Pandemic Horizons

The world passed through more change in March 2020 than in the whole of the rest of the 21st century. As we struggle to grasp how much things have changed – and how much more change we’ve yet to experience – it may be good to have a think about the future — as a futurist might.

For my own work with clients, I have found it most useful to adopt a time horizon of a billion seconds – that’s thirty years, or about a generation. That’s a good, solid unit of time – and beyond that horizon it’s difficult to be definitive about any questions or concerns a client might have.

That horizon has disappeared. As my friend and collaborator Sally Dominguez observed, “When things are moving exponentially, the horizon turns into a wall.” Our forward view became incredibly compressed for a few days in March, down to as little as 30 minutes! Within a few days, our view had lengthened, but not by much – only out to about 30 hours.

“When things are moving exponentially, the horizon turns into a wall.”

That’s not much of a planning horizon, and, quite naturally it caused a lot of people to feel some panic. We expect each day to be much like the next. We depend on it, we plan for it – and when the horizon unexpectedly disappears, we lose our bearings. This is when the nations of the world began to close down – the safest of all choices, given the unknowability of the immediate future.

That ‘great unplugging’ has had and will continue to have enormous and unplanned side effects – such as the collapse of travel and tourism, the mass migration of work to distributed digital platforms, and an enormous demand for high-quality network services – but it also gave us all some needed breathing room to work out what to do next. Over the month of April the horizon has slowly crept outward, giving us a view onto the next thirty days.
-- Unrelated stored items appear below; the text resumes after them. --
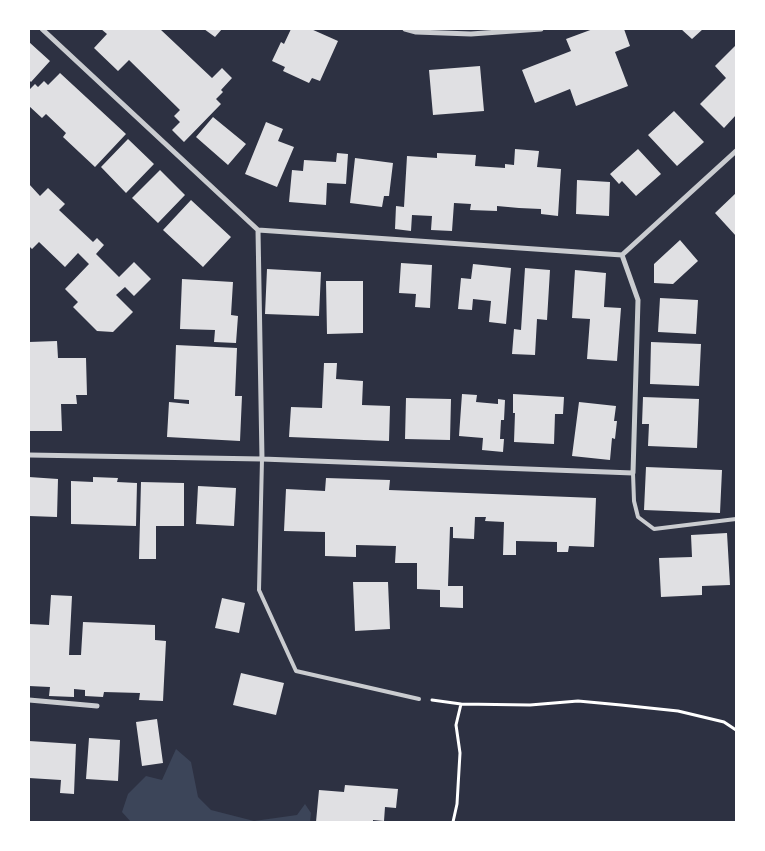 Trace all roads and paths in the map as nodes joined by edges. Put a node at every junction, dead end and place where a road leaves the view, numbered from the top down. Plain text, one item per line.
1 (42, 29) edge
2 (405, 29) edge
3 (541, 29) edge
4 (736, 151) edge
5 (258, 230) junction
6 (622, 255) junction
7 (29, 455) edge
8 (262, 459) junction
9 (633, 473) junction
10 (736, 519) edge
11 (419, 699) joint
12 (29, 700) edge
13 (461, 704) junction
14 (97, 706) dead end
15 (736, 730) edge
16 (453, 822) edge

1 - 5 street
2 - 3 street
4 - 6 street
5 - 6 street
5 - 8 street
6 - 9 street
7 - 8 street
8 - 9 street
8 - 11 lane
9 - 10 lane
11 - 13 path
12 - 14 street
13 - 15 path
13 - 16 path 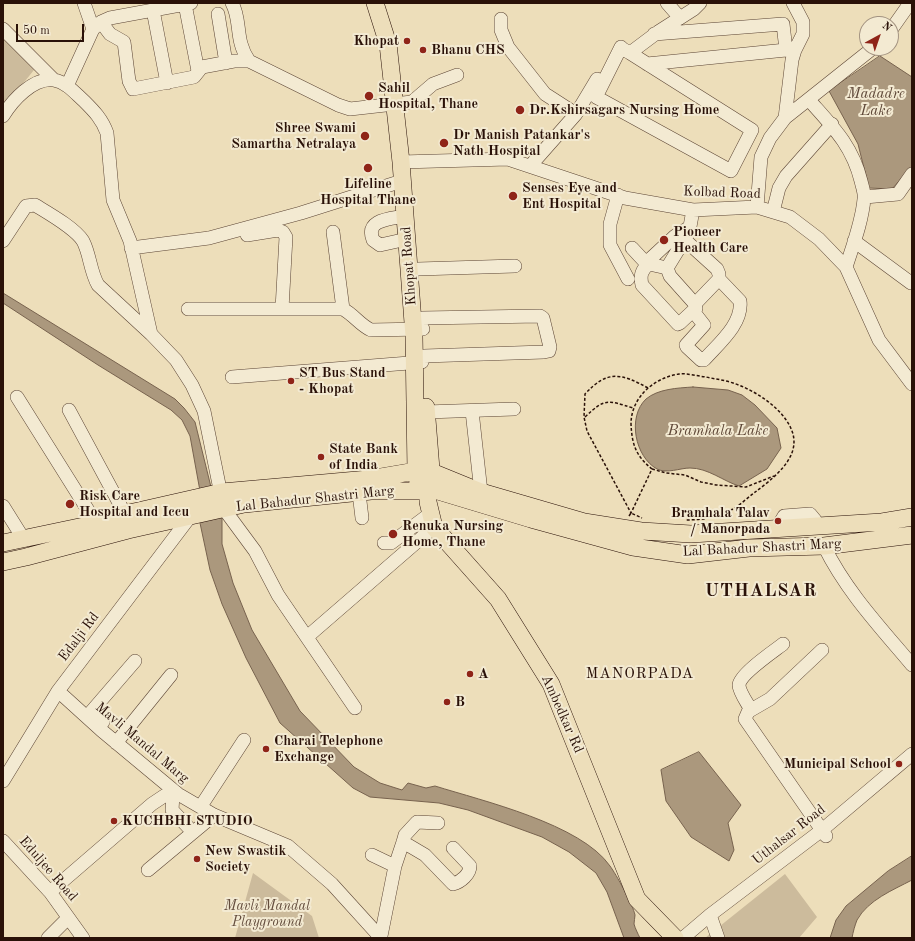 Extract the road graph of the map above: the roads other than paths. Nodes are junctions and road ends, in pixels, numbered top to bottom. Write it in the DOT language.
graph roads {
  1 [pos="84,3"];
  2 [pos="232,3"];
  3 [pos="374,3"];
  4 [pos="384,3"];
  5 [pos="667,3"];
  6 [pos="700,3"];
  7 [pos="793,3"];
  8 [pos="910,3"];
  9 [pos="188,4"];
  10 [pos="153,10"];
  11 [pos="218,14"];
  12 [pos="680,18"];
  13 [pos="501,19"];
  14 [pos="899,19"];
  15 [pos="97,25"];
  16 [pos="3,29"];
  17 [pos="654,34"];
  18 [pos="626,50"];
  19 [pos="863,56"];
  20 [pos="249,61"];
  21 [pos="226,63"];
  22 [pos="647,64"];
  23 [pos="198,71"];
  24 [pos="457,75"];
  25 [pos="54,80"];
  26 [pos="167,83"];
  27 [pos="67,86"];
  28 [pos="809,100"];
  29 [pos="398,104"];
  30 [pos="576,114"];
  31 [pos="3,116"];
  32 [pos="786,118"];
  33 [pos="832,124"];
  34 [pos="405,162"];
  35 [pos="531,165"];
  36 [pos="912,174"];
  37 [pos="402,181"];
  38 [pos="618,195"];
  39 [pos="865,197"];
  40 [pos="757,207"];
  41 [pos="693,210"];
  42 [pos="773,212"];
  43 [pos="405,216"];
  44 [pos="690,227"];
  45 [pos="333,232"];
  46 [pos="247,235"];
  47 [pos="407,239"];
  48 [pos="685,240"];
  49 [pos="3,241"];
  50 [pos="854,241"];
  51 [pos="131,248"];
  52 [pos="632,248"];
  53 [pos="515,266"];
  54 [pos="846,267"];
  55 [pos="667,268"];
  56 [pos="418,269"];
  57 [pos="628,279"];
  58 [pos="718,279"];
  59 [pos="912,281"];
  60 [pos="694,307"];
  61 [pos="188,309"];
  62 [pos="282,309"];
  63 [pos="343,309"];
  64 [pos="419,325"];
  65 [pos="151,334"];
  66 [pos="421,360"];
  67 [pos="232,377"];
  68 [pos="912,384"];
  69 [pos="16,397"];
  70 [pos="514,409"];
  71 [pos="69,410"];
  72 [pos="472,411"];
  73 [pos="426,412"];
  74 [pos="424,472"];
  75 [pos="222,492"];
  76 [pos="359,492"];
  77 [pos="481,492"];
  78 [pos="429,505"];
  79 [pos="3,506"];
  80 [pos="224,509"];
  81 [pos="912,517"];
  82 [pos="189,518"];
  83 [pos="362,518"];
  84 [pos="127,522"];
  85 [pos="104,524"];
  86 [pos="633,525"];
  87 [pos="912,525"];
  88 [pos="823,535"];
  89 [pos="912,535"];
  90 [pos="23,538"];
  91 [pos="3,543"];
  92 [pos="384,543"];
  93 [pos="641,544"];
  94 [pos="3,554"];
  95 [pos="3,562"];
  96 [pos="307,637"];
  97 [pos="783,644"];
  98 [pos="822,650"];
  99 [pos="135,661"];
  100 [pos="912,665"];
  101 [pos="171,675"];
  102 [pos="58,691"];
  103 [pos="355,708"];
  104 [pos="751,710"];
  105 [pos="119,740"];
  106 [pos="244,740"];
  107 [pos="912,757"];
  108 [pos="3,781"];
  109 [pos="175,794"];
  110 [pos="201,806"];
  111 [pos="214,815"];
  112 [pos="438,823"];
  113 [pos="188,827"];
  114 [pos="824,833"];
  115 [pos="3,841"];
  116 [pos="403,842"];
  117 [pos="453,848"];
  118 [pos="372,855"];
  119 [pos="395,866"];
  120 [pos="148,870"];
  121 [pos="50,892"];
  122 [pos="637,899"];
  123 [pos="68,918"];
  124 [pos="712,919"];
  125 [pos="381,937"];
  126 [pos="48,938"];
  127 [pos="82,938"];
  128 [pos="660,938"];
  129 [pos="675,938"];
  130 [pos="683,938"];
  131 [pos="696,938"];
  132 [pos="718,938"];
  1 -- 15 [label="street"];
  2 -- 20 [label="street"];
  3 -- 29 [label="main road, Khopat Road"];
  4 -- 29 [label="main road, Khopat Road"];
  5 -- 12 [label="street"];
  6 -- 12 [label="street"];
  7 -- 32 [label="street"];
  8 -- 14 [label="street"];
  9 -- 10 [label="street"];
  9 -- 23 [label="street"];
  10 -- 15 [label="street"];
  10 -- 26 [label="street"];
  11 -- 21 [label="street"];
  12 -- 17 [label="street"];
  13 -- 30 [label="street"];
  15 -- 26 [label="street"];
  15 -- 27 [label="street"];
  16 -- 25 [label="street"];
  17 -- 18 [label="street"];
  17 -- 22 [label="street"];
  18 -- 22 [label="street"];
  18 -- 22 [label="street"];
  18 -- 30 [label="street"];
  19 -- 28 [label="street"];
  20 -- 21 [label="street"];
  20 -- 29 [label="street"];
  21 -- 23 [label="street"];
  23 -- 26 [label="street"];
  24 -- 29 [label="street"];
  25 -- 27 [label="street"];
  25 -- 31 [label="street"];
  27 -- 51 [label="street"];
  28 -- 32 [label="street"];
  28 -- 33 [label="street"];
  29 -- 34 [label="main road, Khopat Road"];
  30 -- 35 [label="street"];
  32 -- 40 [label="street"];
  33 -- 39 [label="street"];
  33 -- 42 [label="street"];
  34 -- 35 [label="street, Kolbad Road"];
  34 -- 37 [label="main road, Khopat Road"];
  34 -- 56 [label="main road, Khopat Road"];
  35 -- 38 [label="street, Kolbad Road"];
  36 -- 39 [label="street"];
  37 -- 43 [label="main road, Khopat Road"];
  37 -- 51 [label="street"];
  38 -- 41 [label="street, Kolbad Road"];
  38 -- 57 [label="street"];
  39 -- 50 [label="street"];
  40 -- 41 [label="street, Kolbad Road"];
  40 -- 42 [label="street, Kolbad Road"];
  41 -- 44 [label="street"];
  42 -- 54 [label="street, Kolbad Road"];
  43 -- 47 [label="main road, Khopat Road"];
  43 -- 47 [label="street"];
  44 -- 48 [label="street"];
  44 -- 52 [label="street"];
  45 -- 63 [label="street"];
  46 -- 62 [label="street"];
  47 -- 64 [label="main road, Khopat Road"];
  48 -- 55 [label="street"];
  48 -- 58 [label="street"];
  49 -- 65 [label="street"];
  50 -- 54 [label="street"];
  50 -- 59 [label="street"];
  51 -- 65 [label="street"];
  53 -- 56 [label="street"];
  54 -- 68 [label="street, Kolbad Road"];
  55 -- 60 [label="street"];
  55 -- 60 [label="street"];
  56 -- 64 [label="main road, Khopat Road"];
  58 -- 60 [label="street"];
  58 -- 60 [label="street"];
  61 -- 62 [label="street"];
  62 -- 63 [label="street"];
  63 -- 64 [label="street"];
  64 -- 66 [label="main road, Khopat Road"];
  64 -- 66 [label="street"];
  65 -- 75 [label="street"];
  66 -- 67 [label="street"];
  66 -- 73 [label="main road, Khopat Road"];
  66 -- 74 [label="main road, Khopat Road"];
  69 -- 85 [label="street"];
  70 -- 72 [label="street"];
  71 -- 84 [label="street"];
  72 -- 73 [label="street"];
  72 -- 77 [label="street"];
  73 -- 74 [label="main road, Khopat Road"];
  74 -- 75 [label="main road, Lal Bahadur Shastri Marg"];
  74 -- 77 [label="main road, Lal Bahadur Shastri Marg"];
  74 -- 78 [label="main road"];
  75 -- 80 [label="street"];
  75 -- 84 [label="main road, Lal Bahadur Shastri Marg"];
  76 -- 78 [label="main road, Lal Bahadur Shastri Marg"];
  76 -- 80 [label="main road, Lal Bahadur Shastri Marg"];
  76 -- 83 [label="street"];
  77 -- 86 [label="main road, Lal Bahadur Shastri Marg"];
  78 -- 92 [label="street"];
  78 -- 93 [label="main road, Lal Bahadur Shastri Marg"];
  78 -- 96 [label="street"];
  78 -- 122 [label="main road, Ambedkar Rd"];
  79 -- 90 [label="street"];
  80 -- 82 [label="main road, Lal Bahadur Shastri Marg"];
  80 -- 96 [label="street"];
  81 -- 88 [label="main road, Lal Bahadur Shastri Marg"];
  82 -- 84 [label="main road, Lal Bahadur Shastri Marg"];
  82 -- 102 [label="street, Edalji Rd"];
  84 -- 85 [label="main road, Lal Bahadur Shastri Marg"];
  84 -- 95 [label="main road, Lal Bahadur Shastri Marg"];
  85 -- 90 [label="main road, Lal Bahadur Shastri Marg"];
  85 -- 94 [label="main road"];
  86 -- 88 [label="main road, Lal Bahadur Shastri Marg"];
  86 -- 93 [label="main road"];
  87 -- 88 [label="main road"];
  88 -- 89 [label="main road, Lal Bahadur Shastri Marg"];
  88 -- 93 [label="main road, Lal Bahadur Shastri Marg"];
  88 -- 100 [label="street"];
  90 -- 91 [label="main road, Lal Bahadur Shastri Marg"];
  96 -- 103 [label="street"];
  97 -- 104 [label="street"];
  98 -- 104 [label="street"];
  99 -- 105 [label="street"];
  101 -- 105 [label="street"];
  102 -- 105 [label="street, Mavli Mandal Marg"];
  102 -- 108 [label="street, Edalji Rd"];
  104 -- 114 [label="street"];
  105 -- 109 [label="street, Mavli Mandal Marg"];
  106 -- 110 [label="street"];
  107 -- 114 [label="street, Uthalsar Road"];
  109 -- 110 [label="street, Mavli Mandal Marg"];
  109 -- 113 [label="street"];
  109 -- 121 [label="street"];
  110 -- 111 [label="street, Mavli Mandal Marg"];
  111 -- 120 [label="street"];
  111 -- 125 [label="street, Mavli Mandal Marg"];
  112 -- 116 [label="street"];
  114 -- 124 [label="street, Uthalsar Road"];
  115 -- 121 [label="street, Eduljee Road"];
  116 -- 117 [label="street"];
  116 -- 119 [label="street"];
  118 -- 119 [label="street"];
  119 -- 125 [label="street"];
  121 -- 123 [label="street, Eduljee Road"];
  122 -- 128 [label="main road"];
  122 -- 129 [label="main road, Ambedkar Rd"];
  123 -- 126 [label="street"];
  123 -- 127 [label="street, Eduljee Road"];
  124 -- 130 [label="street, Uthalsar Road"];
  124 -- 131 [label="street"];
  124 -- 132 [label="street"];
}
That in itself is quite an achievement for Australia – and not one universally enjoyed. Other nations – such as the United States, India, even China – don’t yet have the same forward horizon. Things are still moving too quickly in much of the world for anyone to be really sure what the next few days might bring. We Australians have the opportunity to put down a few markers, can start to imagine a world at the end of May, how we might get there, and what conditions might prevail when we arrive.

May would be put to best use as a time of consolidation, accommodating to the ‘new normal’ of a world facing pandemic impacts to health, society and economy for some time to come. I’ll be advising my clients throughout May not to place bets further into the future than 30 days – while urging them to gain some experience planning within this new environment. The future may be uncertain, but that doesn’t mean we should simply abandon all pretense at preparation. Far from it. We’ll need practice.

“May would be put to best use as a time of consolidation, accommodating to the ‘new normal’ ”

If, over the month of May, we can keep the pandemic under control here in Australia ( whether that means eradication or simply low-levels of ‘breakout’ infections no one can yet say), by the end of May our horizons will have widened, and we can look toward the next thirty weeks – that is, through the remainder of 2020. We already know that we will not see any wide-scale resumption of international travel this year; that will impact international trade, tourism, airlines, airports, logistics, and much else besides.

Across those weeks we will see the beginnings of an ANZ/Oceania ‘bubble’ of open borders – for as long as the nations throughout the region maintain strong infection control strategies. That bubble will feel a bit ‘nationalistic’, as nations work to build deficiencies in their strategic manufacturing and resource capacities exposed by the Great Unplugging. A lot of the currently unemployed will find new work building these capacities – and businesses throughout the region will be on the hunt for ‘adjacencies’ – things that are near enough to what they already do, and which meet the needs of a post-pandemic market, with its radically revised priorities.

We’ll spend more time at home, and – once we can – spend more time with others. This period of self-isolation has reminded us what easy digital contacts have helped us to forget: few things are as important as the human touch. Even as we come to rely more on automation to help us rebuild, we will treasure one another more than we have recently, because of the memory of that sudden loss.

At the end of the year – something that seems very far away, at this writing – we might just be able to look out and plan ahead thirty months, through to the middle of 2023. That period of time will be about the ‘rebooting’ of the global economy, and the reintegration of a post-pandemic world. What that world looks like is still difficult to say. There’s too much change happening too quickly. The fog of COVID-19 has limited our view. My advice to clients is to stick to planning for the time horizons where we can expect the future to be somewhat stable, and, where possible, to hold off planning for a future that still seems largely uncertain. We will get to clarity again, but that will take time.